According to the official blog post, Bancor's latest version aims to encourage broad and long-term participation in on-chain liquidity markets by simplifying passive liquidity provision in automated market-maker (AMM) liquidity pools.
Following the news, Mark Richardson, Bancor's Product Architect, said in a statement,
"Bancor has spent the past several years creating the equivalent of high-yield savings account for DeFi: Deposit your assets, sit back, and earn. By helping token projects and their users safe and tap into DeFi yields, Bancor 3 creates robust and resilient on-chain liquidity markets that drive healthy token economies."
Version 3 was first revealed by Bancor in November of last year. The three-tiered launch comprises Dawn, which marks the start of Bancor 3. This phase tries to address the protocol's previous version's friction areas. It will also prepare the ground for the next two steps, Sunrise and Daylight.

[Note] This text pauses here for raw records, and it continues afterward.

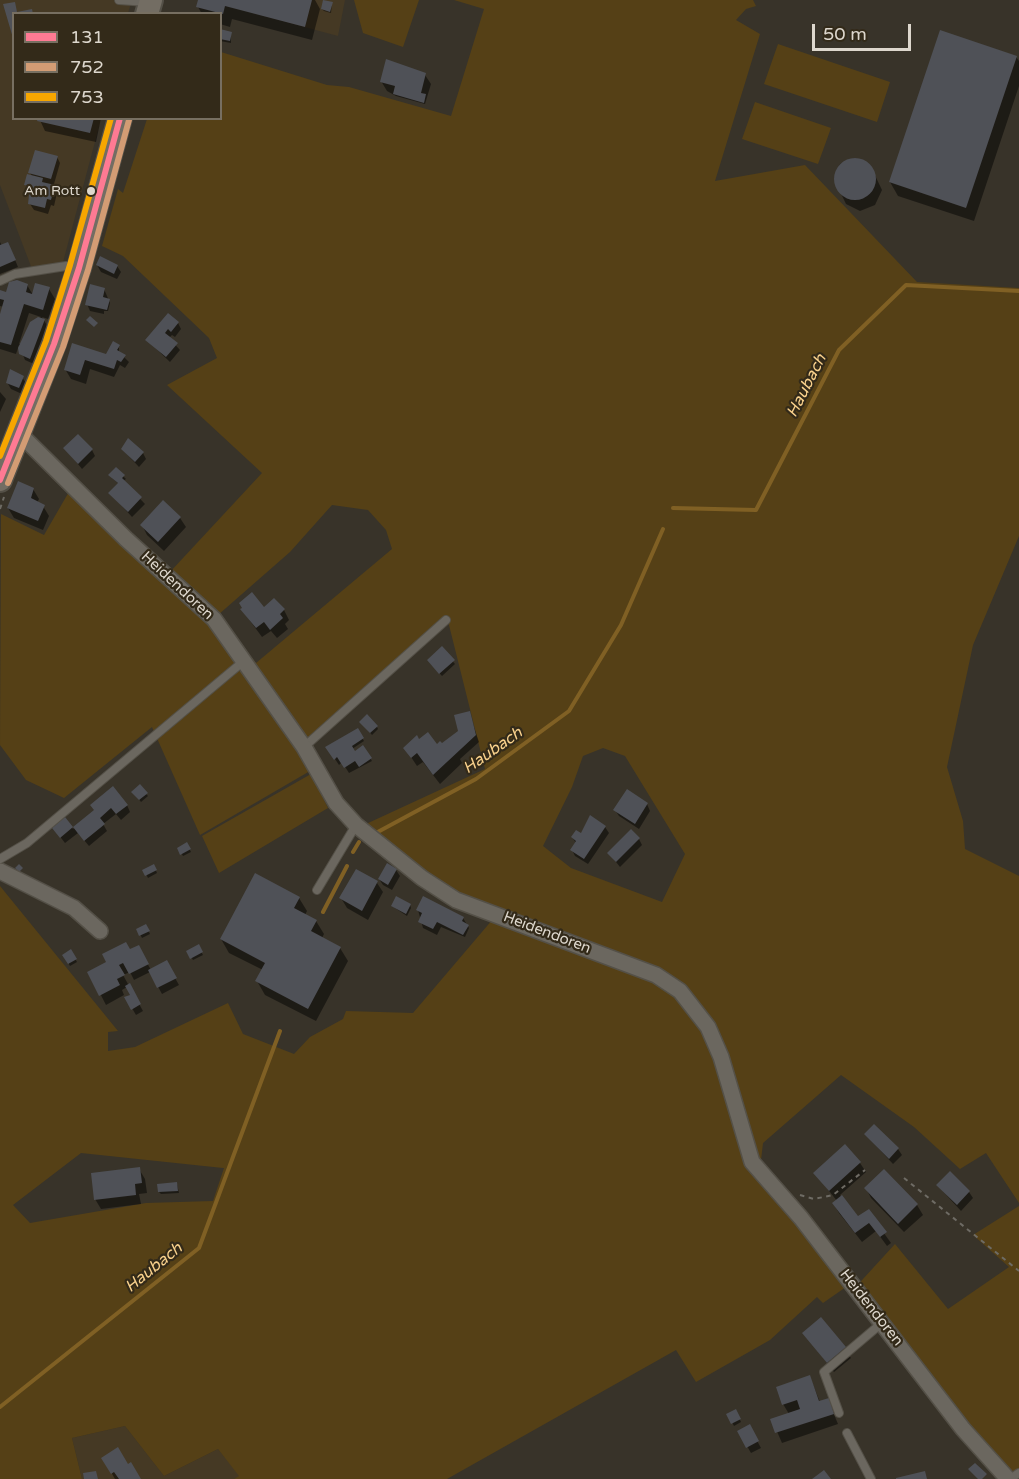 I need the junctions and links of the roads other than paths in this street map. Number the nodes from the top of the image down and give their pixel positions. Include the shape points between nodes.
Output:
1 (119, 0) edge
2 (150, 5) edge
3 (119, 120) edge
4 (79, 268) junction
5 (0, 281) edge
6 (18, 436) junction
7 (0, 480) edge
8 (446, 620) dead end
9 (244, 660) junction
10 (304, 747) junction
11 (356, 825) junction
12 (0, 860) edge
13 (0, 871) edge
14 (317, 890) dead end
15 (100, 931) dead end
16 (883, 1322) junction
17 (839, 1413) dead end
18 (848, 1433) dead end
19 (1019, 1473) edge
20 (871, 1479) edge
21 (1009, 1479) edge

1 - 2 lane
3 - 4 main road
4 - 5 lane via 66,266 15,274
4 - 6 main road
6 - 7 main road
6 - 9 street, Heidendoren via 214,619
8 - 10 lane
9 - 10 street, Heidendoren
9 - 12 lane via 27,843
10 - 11 street, Heidendoren via 336,803
11 - 14 lane
11 - 16 street, Heidendoren via 456,900 656,975 680,991 708,1027 721,1057 752,1162
13 - 15 street via 74,908
16 - 17 lane via 824,1372
16 - 21 street, Heidendoren via 963,1429
18 - 20 lane
19 - 21 lane, Heidendoren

Bancor stated that token projects' techniques for generating long-term liquidity have been inadequate thus far. According to the blog, many token holders are afraid to transfer their assets to liquidity pools because of the dangers associated with negative Impermanent Loss returns. As a result, many liquidity mining reward schemes "end up in the hands of mercenary yield farmers who hop from pool to pool liquidating earned rewards into their favourite asset," stranding token initiatives. The primary goal, according to Bancor, is to return DeFi liquidity to DAOs and their token holders. As a result, version 3 includes a new protocol architecture with Omnipool, unlimited single-sided staking to provide liquidity and earn yield in a single token, auto-compounding earnings via Chainlink Keepers integration, impermanent loss protection mechanisms, and revamped tokenomics, among other vital features.